Speaking of the experience of her children in the Fall River Public Schools, Denise DaPointe Mussotte said,"I totally believe it's funding and the lack of funding" that harms her children's education. She noted there being thirty children in a class, there not being enough books, "it goes on and on and on." She said, "all we can ask for is the state to come through with the funding that we need." Maneisha Straker, also a Fall River parent, "if there were more investment in this generation, they would be able to be more successful in life...it is time to invest in them."
Iván Espinoza-Madrigal, Executive Director, Lawyers for Civil Rights, said, "today's lawsuit is challenging the 21st century version of separate but unequal...our state legislature has not cherished public education as our Constitution requires" and has been "willfully blind" to the disparities. Resources for children's education, he said, "should come from this house and not Go Fund Me."
MASC President Devin Sheehan noted the Massachusetts truism "wait til next year," saying, "We are not waiting til next year." He was quoting the Holyoke Superintendent who said that outside the State House in 1991, when Sheehan was nine. He remembers his own experiences in an underfunded school system; "these children," he said, "are going to be leading our cities, our states, and our nation." While last year the Governor and Lieutenant Governor touted a surplus, districts were underfunded in the circuit breaker, regional transportation, and charter school reimbursement; "we did not have a surplus when we can't pay our debts."

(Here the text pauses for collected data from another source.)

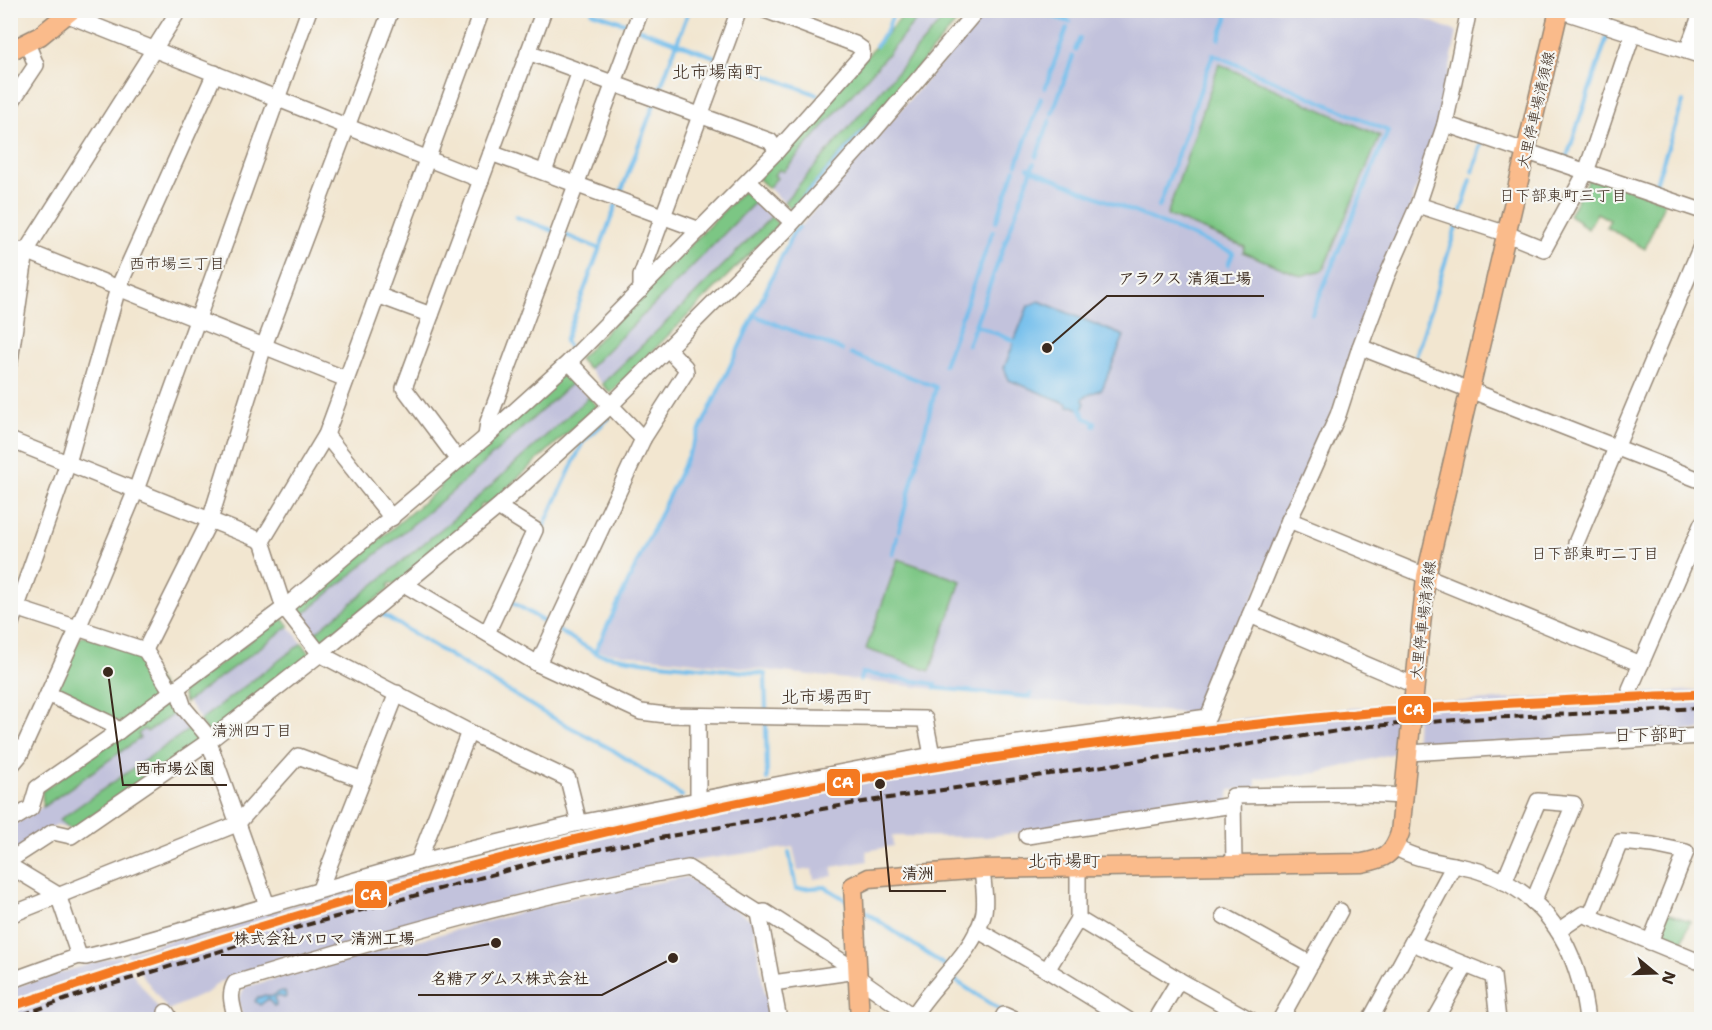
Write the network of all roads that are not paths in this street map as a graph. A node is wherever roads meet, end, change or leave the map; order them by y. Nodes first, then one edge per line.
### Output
1 (179, 10) edge
2 (390, 10) edge
3 (482, 10) edge
4 (641, 10) edge
5 (739, 10) edge
6 (765, 10) edge
7 (977, 10) edge
8 (1467, 10) edge
9 (1559, 10) edge
10 (306, 11) edge
11 (1701, 11) edge
12 (538, 12) edge
13 (70, 13) edge
14 (1609, 17) edge
15 (1634, 33) junction
16 (27, 42) junction
17 (154, 50) junction
18 (10, 51) edge
19 (528, 52) junction
20 (1694, 54) edge
21 (580, 71) junction
22 (215, 73) junction
23 (614, 84) junction
24 (277, 98) junction
25 (10, 104) edge
26 (700, 116) junction
27 (1445, 124) junction
28 (347, 126) junction
29 (777, 151) junction
30 (1527, 152) junction
31 (491, 153) junction
32 (428, 159) junction
33 (544, 172) junction
34 (1586, 172) junction
35 (481, 180) junction
36 (748, 181) junction
37 (576, 184) junction
38 (1418, 205) junction
39 (1701, 211) edge
40 (663, 216) junction
41 (792, 222) junction
42 (700, 230) junction
43 (1508, 234) junction
44 (18, 250) edge
45 (1700, 251) edge
46 (118, 288) junction
47 (640, 290) junction
48 (377, 295) junction
49 (431, 315) junction
50 (197, 320) junction
51 (264, 346) junction
52 (1360, 347) junction
53 (668, 349) junction
54 (10, 361) edge
55 (569, 362) junction
56 (346, 379) junction
57 (1470, 390) junction
58 (611, 405) junction
59 (326, 435) junction
60 (486, 437) junction
61 (643, 439) junction
62 (10, 440) edge
63 (1616, 447) junction
64 (458, 460) junction
65 (68, 463) junction
66 (1701, 481) edge
67 (136, 490) junction
68 (498, 507) junction
69 (392, 518) junction
70 (210, 520) junction
71 (1289, 520) junction
72 (1701, 523) edge
73 (262, 541) junction
74 (1576, 543) dead end
75 (1426, 576) junction
76 (404, 585) junction
77 (14, 608) edge
78 (284, 608) junction
79 (1250, 615) junction
80 (10, 626) edge
81 (78, 628) junction
82 (486, 633) junction
83 (146, 650) junction
84 (320, 654) junction
85 (538, 664) junction
86 (1641, 664) junction
87 (1414, 685) junction
88 (1630, 689) dead end
89 (174, 690) junction
90 (397, 693) junction
91 (48, 694) junction
92 (698, 716) junction
93 (119, 731) junction
94 (469, 732) junction
95 (1701, 736) edge
96 (209, 741) junction
97 (1408, 753) junction
98 (932, 755) junction
99 (10, 767) edge
100 (363, 780) junction
101 (1404, 796) junction
102 (698, 799) junction
103 (1233, 805) junction
104 (10, 821) edge
105 (237, 824) junction
106 (579, 824) junction
107 (1027, 836) dead end
108 (1395, 847) junction
109 (10, 860) edge
110 (418, 862) junction
111 (10, 866) edge
112 (1234, 866) junction
113 (1454, 866) junction
114 (982, 869) junction
115 (1078, 869) junction
116 (1504, 882) junction
117 (320, 889) junction
118 (58, 895) junction
119 (1533, 902) junction
120 (267, 904) junction
121 (1340, 911) dead end
122 (759, 913) junction
123 (10, 915) edge
124 (1224, 916) dead end
125 (1590, 917) junction
126 (1078, 919) junction
127 (977, 930) junction
128 (1558, 931) junction
129 (1650, 942) junction
130 (1412, 943) junction
131 (79, 956) junction
132 (1701, 963) edge
133 (1311, 964) junction
134 (1466, 965) junction
135 (1047, 969) junction
136 (857, 974) junction
137 (1179, 980) junction
138 (10, 981) edge
139 (773, 983) junction
140 (914, 1018) edge
141 (236, 1020) edge
142 (779, 1020) edge
143 (860, 1020) edge
144 (1002, 1020) edge
145 (1015, 1020) edge
146 (1128, 1020) edge
147 (1155, 1020) edge
148 (1251, 1020) edge
149 (1280, 1020) edge
150 (1370, 1020) edge
151 (1435, 1020) edge
152 (1498, 1020) edge
153 (1587, 1020) edge

1 - 17 street
2 - 28 street
3 - 32 street
4 - 23 street
5 - 26 street
6 - 29 street
7 - 41 street
8 - 27 street
9 - 14 street
9 - 30 main road, 大里停車場清須線
10 - 24 street
11 - 20 street
12 - 19 street
13 - 16 main road
13 - 17 street
14 - 15 street
15 - 20 street
15 - 34 street
16 - 18 main road
16 - 25 street
17 - 22 street
17 - 44 street
19 - 21 street
19 - 31 street
21 - 23 street
21 - 33 street
22 - 24 street
22 - 46 street
23 - 26 street
23 - 37 street
24 - 28 street
24 - 50 street
26 - 29 street
26 - 40 street
27 - 30 street
27 - 38 street
28 - 32 street
28 - 51 street
29 - 36 street
30 - 34 street
30 - 43 main road, 大里停車場清須線
31 - 33 street
31 - 35 street
32 - 35 street
32 - 48 street
33 - 37 street
34 - 39 street
34 - 43 street
35 - 49 street
36 - 41 street
36 - 42 street
37 - 40 street
37 - 60 street
38 - 43 street
38 - 52 street
40 - 42 street
40 - 47 street
41 - 53 street
42 - 47 street
43 - 57 main road, 大里停車場清須線
44 - 46 street
44 - 54 street
45 - 63 street
46 - 50 street
46 - 65 street
47 - 55 street
48 - 49 street
48 - 56 street
49 - 64 street
50 - 51 street
50 - 67 street
51 - 56 street
51 - 70 street
52 - 57 street
52 - 71 street
53 - 58 street
53 - 61 street
55 - 58 street
55 - 60 street
56 - 59 street
57 - 63 street
57 - 75 main road, 大里停車場清須線
58 - 61 street
58 - 68 street
59 - 69 street
59 - 73 street
60 - 64 street
61 - 85 street
62 - 65 street
63 - 66 street
63 - 74 street
64 - 69 street
65 - 67 street
65 - 77 street
67 - 70 street
67 - 81 street
68 - 76 street
68 - 82 street
69 - 78 street
70 - 73 street
70 - 83 street
71 - 75 street
71 - 79 street
72 - 86 street
73 - 78 street
75 - 86 street
75 - 87 main road, 大里停車場清須線
76 - 82 street
76 - 84 street
77 - 80 street
77 - 81 street
78 - 84 street
78 - 89 street
79 - 87 street
79 - 98 street
81 - 83 street
81 - 91 street
82 - 85 street
83 - 89 street
84 - 90 street
84 - 96 street
85 - 92 street
86 - 88 street
87 - 97 main road, 大里停車場清須線
89 - 93 street
89 - 96 street
90 - 94 street
90 - 100 street
91 - 93 street
91 - 99 street
92 - 98 street
92 - 102 street
93 - 104 street
94 - 106 street
94 - 110 street
95 - 97 street
96 - 105 street
96 - 109 street
97 - 101 main road, 大里停車場清須線
98 - 102 street
100 - 105 street
100 - 117 street
101 - 103 street
101 - 108 main road, 大里停車場清須線
102 - 106 street
103 - 107 street
103 - 112 street
105 - 118 street
105 - 120 street
106 - 110 street
108 - 112 main road
108 - 113 street
110 - 117 street
111 - 118 street
112 - 115 main road
113 - 116 street
113 - 130 street
114 - 115 main road
114 - 127 street
114 - 136 main road
115 - 126 street
116 - 119 street
116 - 119 street
117 - 120 street
118 - 123 street
118 - 131 street
119 - 128 street
120 - 131 street
121 - 133 street
122 - 136 street
122 - 139 street
122 - 141 street
124 - 133 street
125 - 128 street
125 - 129 street
125 - 129 street
126 - 135 street
126 - 137 street
127 - 135 street
127 - 140 street
128 - 153 street
129 - 132 street
130 - 134 street
130 - 150 street
131 - 138 street
133 - 149 street
134 - 151 street
134 - 152 street
135 - 146 street
136 - 139 street
136 - 140 street
136 - 143 main road
137 - 147 street
137 - 148 street
139 - 142 street
144 - 145 street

Mayra Balderas, among the leaders of the Chelsea Collaborative, spoke of her son's experiences as a student in special education in Chelsea. There are 33 children in a room, many with special needs, she said, and "the teachers are overwhelmed because they have so much to do." Chelsea is "just ten minutes away from the State House, but the state turns their head away" and chooses to ignore them.

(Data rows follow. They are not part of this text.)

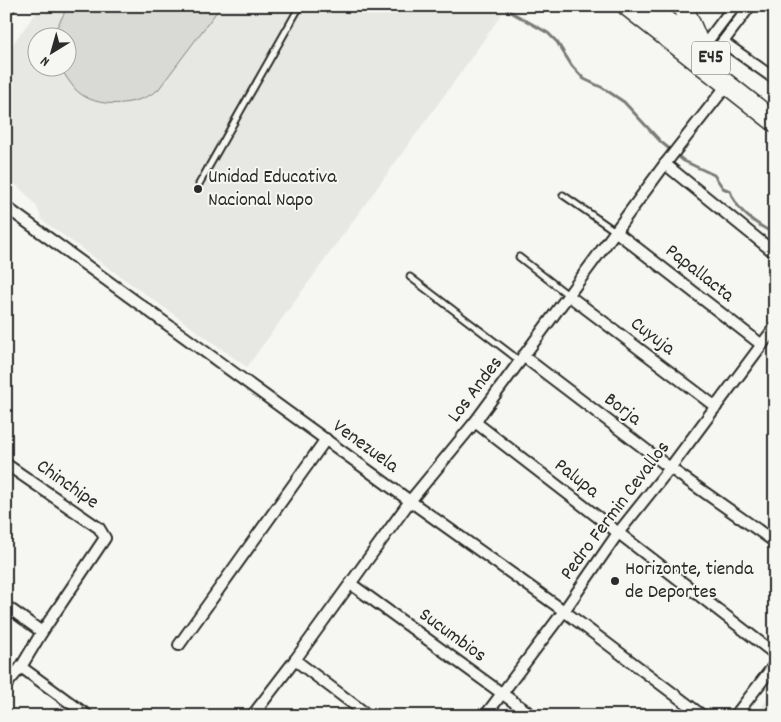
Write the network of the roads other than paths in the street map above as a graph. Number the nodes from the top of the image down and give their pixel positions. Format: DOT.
graph roads {
  1 [pos="10,6"];
  2 [pos="300,6"];
  3 [pos="627,6"];
  4 [pos="648,6"];
  5 [pos="683,6"];
  6 [pos="734,6"];
  7 [pos="750,6"];
  8 [pos="6,11"];
  9 [pos="723,42"];
  10 [pos="703,58"];
  11 [pos="775,78"];
  12 [pos="727,85"];
  13 [pos="775,107"];
  14 [pos="775,122"];
  15 [pos="666,163"];
  16 [pos="199,184"];
  17 [pos="563,196"];
  18 [pos="6,207"];
  19 [pos="615,231"];
  20 [pos="775,253"];
  21 [pos="518,257"];
  22 [pos="410,277"];
  23 [pos="568,295"];
  24 [pos="775,328"];
  25 [pos="762,345"];
  26 [pos="522,358"];
  27 [pos="716,407"];
  28 [pos="475,422"];
  29 [pos="326,439"];
  30 [pos="7,465"];
  31 [pos="670,468"];
  32 [pos="410,501"];
  33 [pos="618,533"];
  34 [pos="775,542"];
  35 [pos="351,584"];
  36 [pos="6,606"];
  37 [pos="564,611"];
  38 [pos="42,632"];
  39 [pos="179,645"];
  40 [pos="775,654"];
  41 [pos="295,660"];
  42 [pos="775,664"];
  43 [pos="21,667"];
  44 [pos="6,685"];
  45 [pos="501,693"];
  46 [pos="261,705"];
  47 [pos="88,716"];
  48 [pos="252,716"];
  49 [pos="266,716"];
  50 [pos="369,716"];
  51 [pos="485,716"];
  52 [pos="533,716"];
  53 [pos="703,716"];
  54 [pos="735,716"];
  1 -- 8 [label="street"];
  2 -- 16 [label="lane"];
  3 -- 10 [label="highway, E45"];
  4 -- 10 [label="highway, E45"];
  5 -- 10 [label="highway"];
  6 -- 10 [label="street"];
  7 -- 9 [label="street"];
  9 -- 10 [label="street"];
  9 -- 11 [label="street"];
  10 -- 12 [label="highway, E45"];
  10 -- 13 [label="highway, E45"];
  12 -- 14 [label="highway, E45"];
  12 -- 15 [label="street, Los Andes"];
  15 -- 19 [label="street, Los Andes"];
  15 -- 20 [label="street"];
  17 -- 19 [label="lane"];
  18 -- 29 [label="street, Venezuela"];
  19 -- 23 [label="street, Los Andes"];
  19 -- 25 [label="street, Papallacta"];
  21 -- 23 [label="lane"];
  22 -- 26 [label="lane"];
  23 -- 26 [label="street, Los Andes"];
  23 -- 27 [label="street, Cuyuja"];
  24 -- 25 [label="street, Pedro Fermin Cevallos"];
  25 -- 27 [label="street, Pedro Fermin Cevallos"];
  26 -- 28 [label="street, Los Andes"];
  26 -- 31 [label="street, Borja"];
  27 -- 31 [label="street, Pedro Fermin Cevallos"];
  28 -- 32 [label="street, Los Andes"];
  28 -- 33 [label="street, Palupa"];
  29 -- 32 [label="street, Venezuela"];
  29 -- 39 [label="street"];
  30 -- 38 [label="street, Chinchipe"];
  31 -- 33 [label="street, Pedro Fermin Cevallos"];
  31 -- 34 [label="street, Borja"];
  32 -- 35 [label="street, Los Andes"];
  32 -- 37 [label="street, Venezuela"];
  33 -- 37 [label="street, Pedro Fermin Cevallos"];
  33 -- 40 [label="street, Palupa"];
  35 -- 41 [label="street, Los Andes"];
  35 -- 45 [label="street, Sucumbios"];
  36 -- 38 [label="street"];
  37 -- 45 [label="street, Pedro Fermin Cevallos"];
  37 -- 53 [label="street, Venezuela"];
  38 -- 43 [label="street"];
  41 -- 46 [label="street, Los Andes"];
  41 -- 50 [label="street"];
  42 -- 54 [label="street"];
  43 -- 44 [label="street"];
  43 -- 47 [label="street"];
  45 -- 51 [label="street, Pedro Fermin Cevallos"];
  45 -- 52 [label="street, Sucumbios"];
  46 -- 48 [label="street, Los Andes"];
  46 -- 49 [label="lane"];
}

Superintendent Matthew Malone of Fall River, former Massachusetts Secretary of Education, said we're talking about kids, and "failing to fund the education of my kids is messing with my kids; no one ever wants anyone to mess with their kids." He was Secretary when the Commission was enpanelled; the results were released in 2015, and the state has failed to fund those bipartisan results. When we talk about inequities in funding districts, we're talking mostly about children of color, mostly about children caught in the cycle of poverty, "children who need more." He said,"the cornerstone of democracy is a free public education, and this house was built on that."
Danielle Andersen is a parent and member of the Orange School Committee. Orange is former mill town along the Millers River; she said, "we are a very poor community now." This year's budget forced the choice of laying off four teachers or cutting all specials for all students. Upon the recommendation of the teachers, who said that students had to have specials, they laid off the teachers. Should their override not pass, they will also still need to cut specials. She wondered how it is that children have things to strive for without the support needed.
It was noted further by others that this is not a local issue but a state issue, and that children need to know that they matter.
To reporters' questions on the grounds on which the lawsuit might be dropped, Cofield said that it has been said the Legislature will do "something," but "we are not asking for 'something'; we have certain demands that are reflective of what the Constitution requires." Asked if there were a particular dollar amount or formula, Espinoza-Madrigal said, "what is most important to democratize and modernize the funding formula."